== Brief ==
Nothing but the records, transcribed verbatim and stripped of images, should appear in the answer.

== Supplied records ==
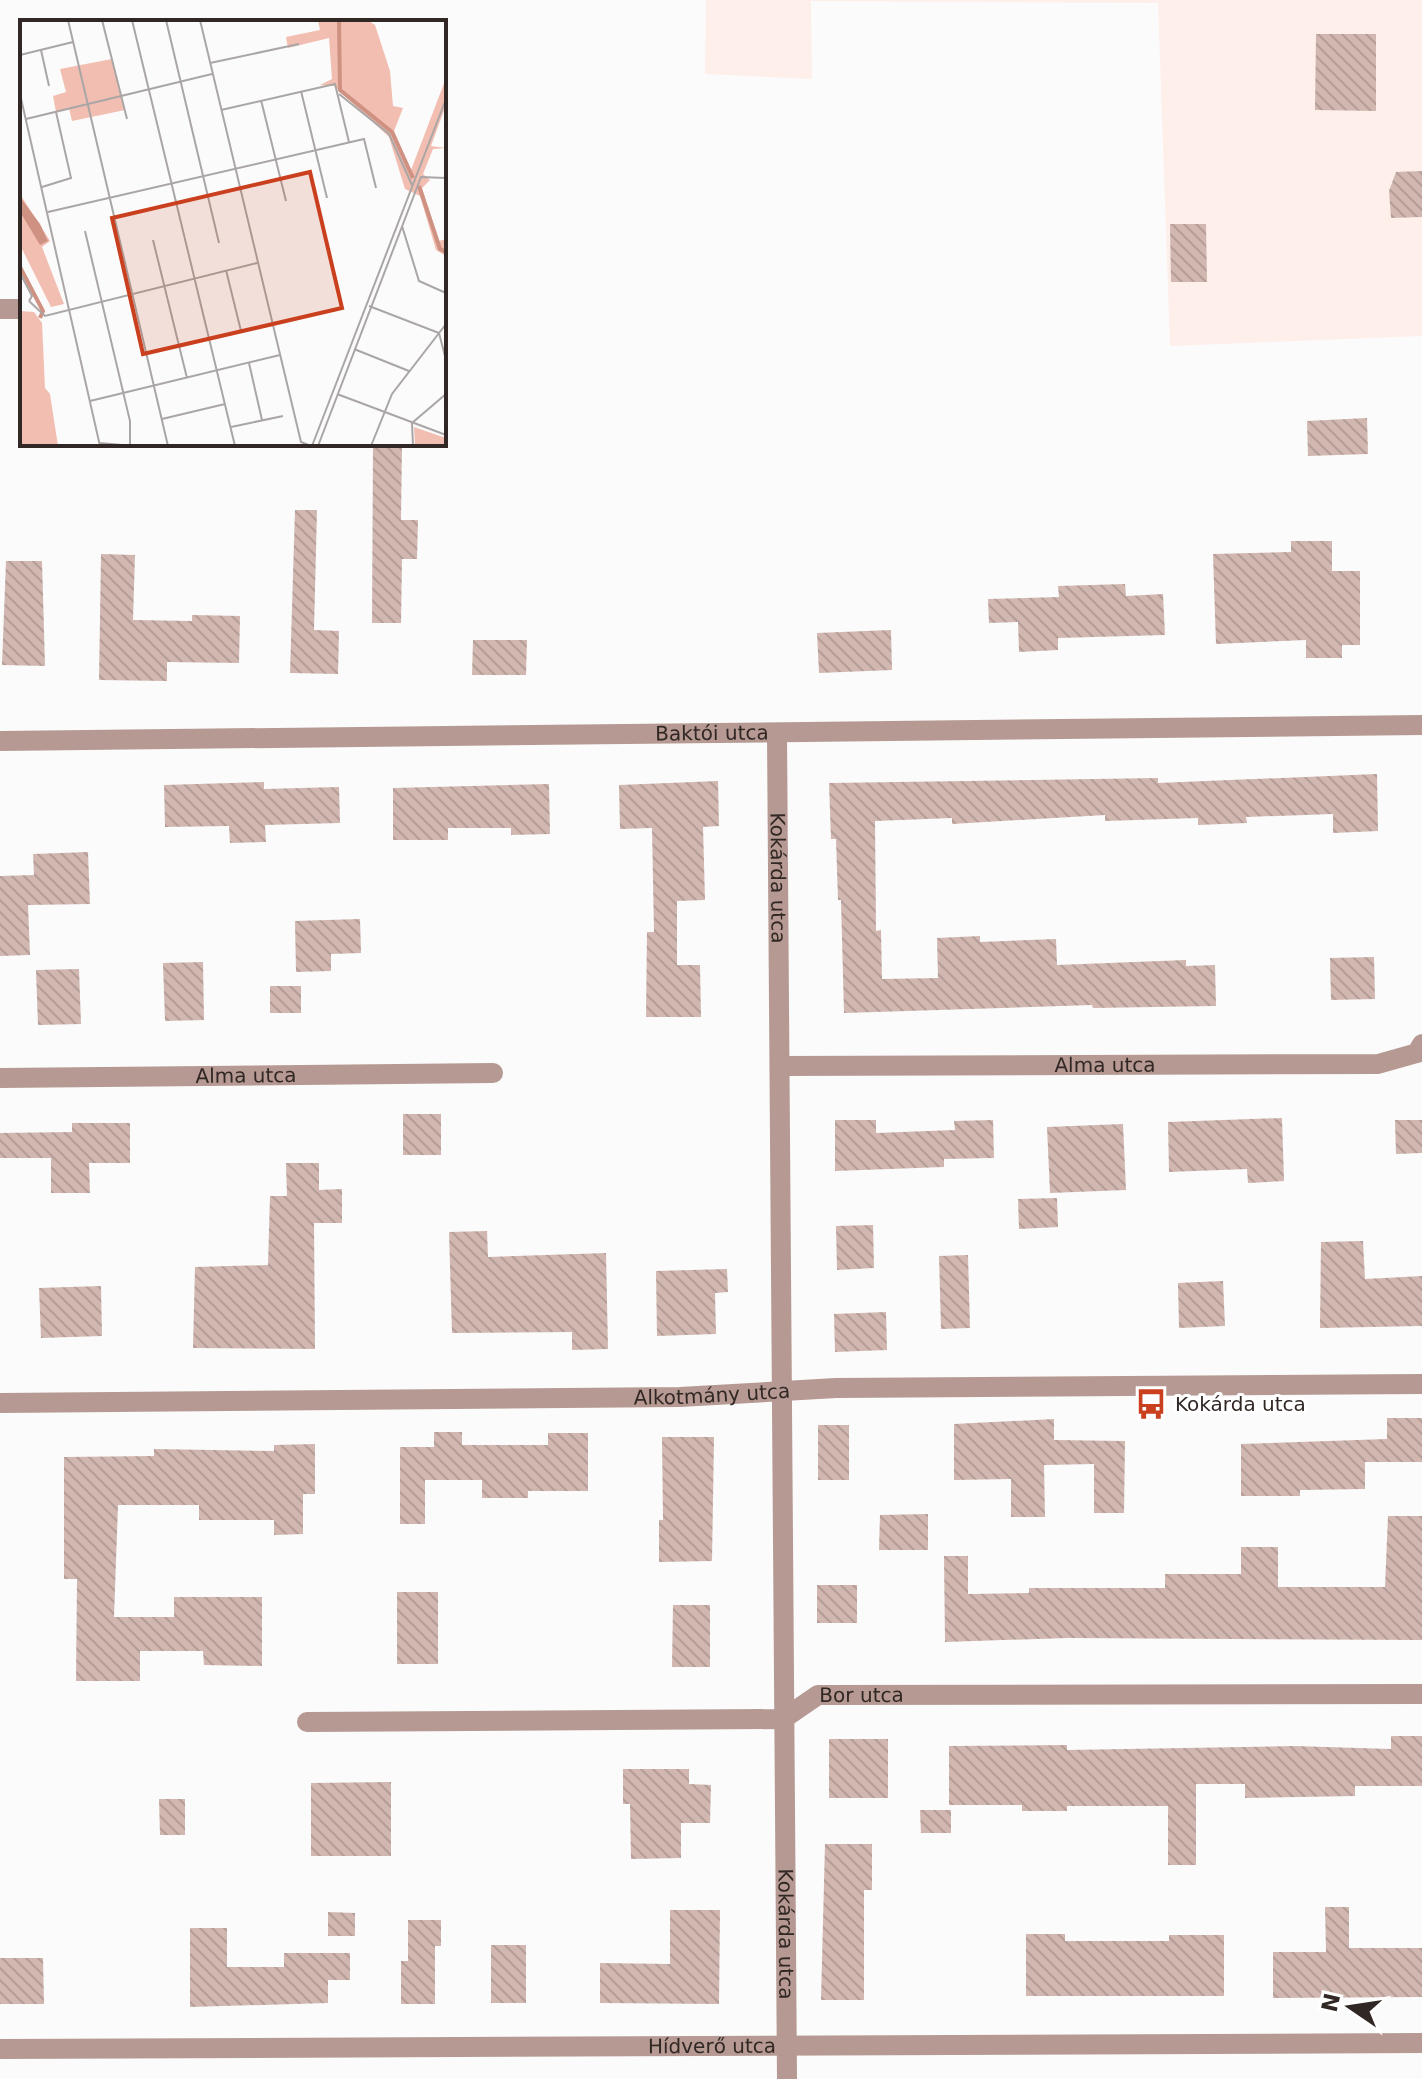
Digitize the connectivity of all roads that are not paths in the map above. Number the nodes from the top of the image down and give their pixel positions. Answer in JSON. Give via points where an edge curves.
{"nodes":[{"id":1,"x":1422,"y":725,"type":"edge"},
{"id":2,"x":777,"y":734,"type":"junction"},
{"id":3,"x":0,"y":741,"type":"edge"},
{"id":4,"x":1422,"y":1044,"type":"edge"},
{"id":5,"x":781,"y":1066,"type":"junction"},
{"id":6,"x":493,"y":1073,"type":"dead end"},
{"id":7,"x":0,"y":1078,"type":"edge"},
{"id":8,"x":1422,"y":1384,"type":"edge"},
{"id":9,"x":780,"y":1391,"type":"junction"},
{"id":10,"x":0,"y":1403,"type":"edge"},
{"id":11,"x":1422,"y":1694,"type":"edge"},
{"id":12,"x":783,"y":1719,"type":"junction"},
{"id":13,"x":307,"y":1722,"type":"dead end"},
{"id":14,"x":1422,"y":2043,"type":"edge"},
{"id":15,"x":786,"y":2047,"type":"junction"},
{"id":16,"x":0,"y":2049,"type":"edge"},
{"id":17,"x":787,"y":2079,"type":"edge"}],
"edges":[{"from":1,"to":2,"type":"street","name":"Baktói utca"},
{"from":2,"to":3,"type":"street","name":"Baktói utca"},
{"from":2,"to":5,"type":"street","name":"Kokárda utca"},
{"from":4,"to":5,"type":"street","name":"Alma utca","via":[[1417,1053],[1378,1064]]},
{"from":5,"to":9,"type":"street","name":"Kokárda utca"},
{"from":6,"to":7,"type":"street","name":"Alma utca"},
{"from":8,"to":9,"type":"street","name":"Alkotmány utca"},
{"from":9,"to":10,"type":"street","name":"Alkotmány utca","via":[[680,1397]]},
{"from":9,"to":12,"type":"street","name":"Kokárda utca"},
{"from":11,"to":12,"type":"street","name":"Bor utca","via":[[818,1695]]},
{"from":12,"to":13,"type":"street"},
{"from":12,"to":15,"type":"street","name":"Kokárda utca"},
{"from":14,"to":15,"type":"street","name":"Hídverő utca"},
{"from":15,"to":16,"type":"street","name":"Hídverő utca"},
{"from":15,"to":17,"type":"street","name":"Kokárda utca"}]}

== Task response ==
Digitize the connectivity of all roads that are not paths in the map above. Number the nodes from the top of the image down and give their pixel positions. Answer in JSON. Give via points where an edge curves.
{"nodes":[{"id":1,"x":1422,"y":725,"type":"edge"},
{"id":2,"x":777,"y":734,"type":"junction"},
{"id":3,"x":0,"y":741,"type":"edge"},
{"id":4,"x":1422,"y":1044,"type":"edge"},
{"id":5,"x":781,"y":1066,"type":"junction"},
{"id":6,"x":493,"y":1073,"type":"dead end"},
{"id":7,"x":0,"y":1078,"type":"edge"},
{"id":8,"x":1422,"y":1384,"type":"edge"},
{"id":9,"x":780,"y":1391,"type":"junction"},
{"id":10,"x":0,"y":1403,"type":"edge"},
{"id":11,"x":1422,"y":1694,"type":"edge"},
{"id":12,"x":783,"y":1719,"type":"junction"},
{"id":13,"x":307,"y":1722,"type":"dead end"},
{"id":14,"x":1422,"y":2043,"type":"edge"},
{"id":15,"x":786,"y":2047,"type":"junction"},
{"id":16,"x":0,"y":2049,"type":"edge"},
{"id":17,"x":787,"y":2079,"type":"edge"}],
"edges":[{"from":1,"to":2,"type":"street","name":"Baktói utca"},
{"from":2,"to":3,"type":"street","name":"Baktói utca"},
{"from":2,"to":5,"type":"street","name":"Kokárda utca"},
{"from":4,"to":5,"type":"street","name":"Alma utca","via":[[1417,1053],[1378,1064]]},
{"from":5,"to":9,"type":"street","name":"Kokárda utca"},
{"from":6,"to":7,"type":"street","name":"Alma utca"},
{"from":8,"to":9,"type":"street","name":"Alkotmány utca"},
{"from":9,"to":10,"type":"street","name":"Alkotmány utca","via":[[680,1397]]},
{"from":9,"to":12,"type":"street","name":"Kokárda utca"},
{"from":11,"to":12,"type":"street","name":"Bor utca","via":[[818,1695]]},
{"from":12,"to":13,"type":"street"},
{"from":12,"to":15,"type":"street","name":"Kokárda utca"},
{"from":14,"to":15,"type":"street","name":"Hídverő utca"},
{"from":15,"to":16,"type":"street","name":"Hídverő utca"},
{"from":15,"to":17,"type":"street","name":"Kokárda utca"}]}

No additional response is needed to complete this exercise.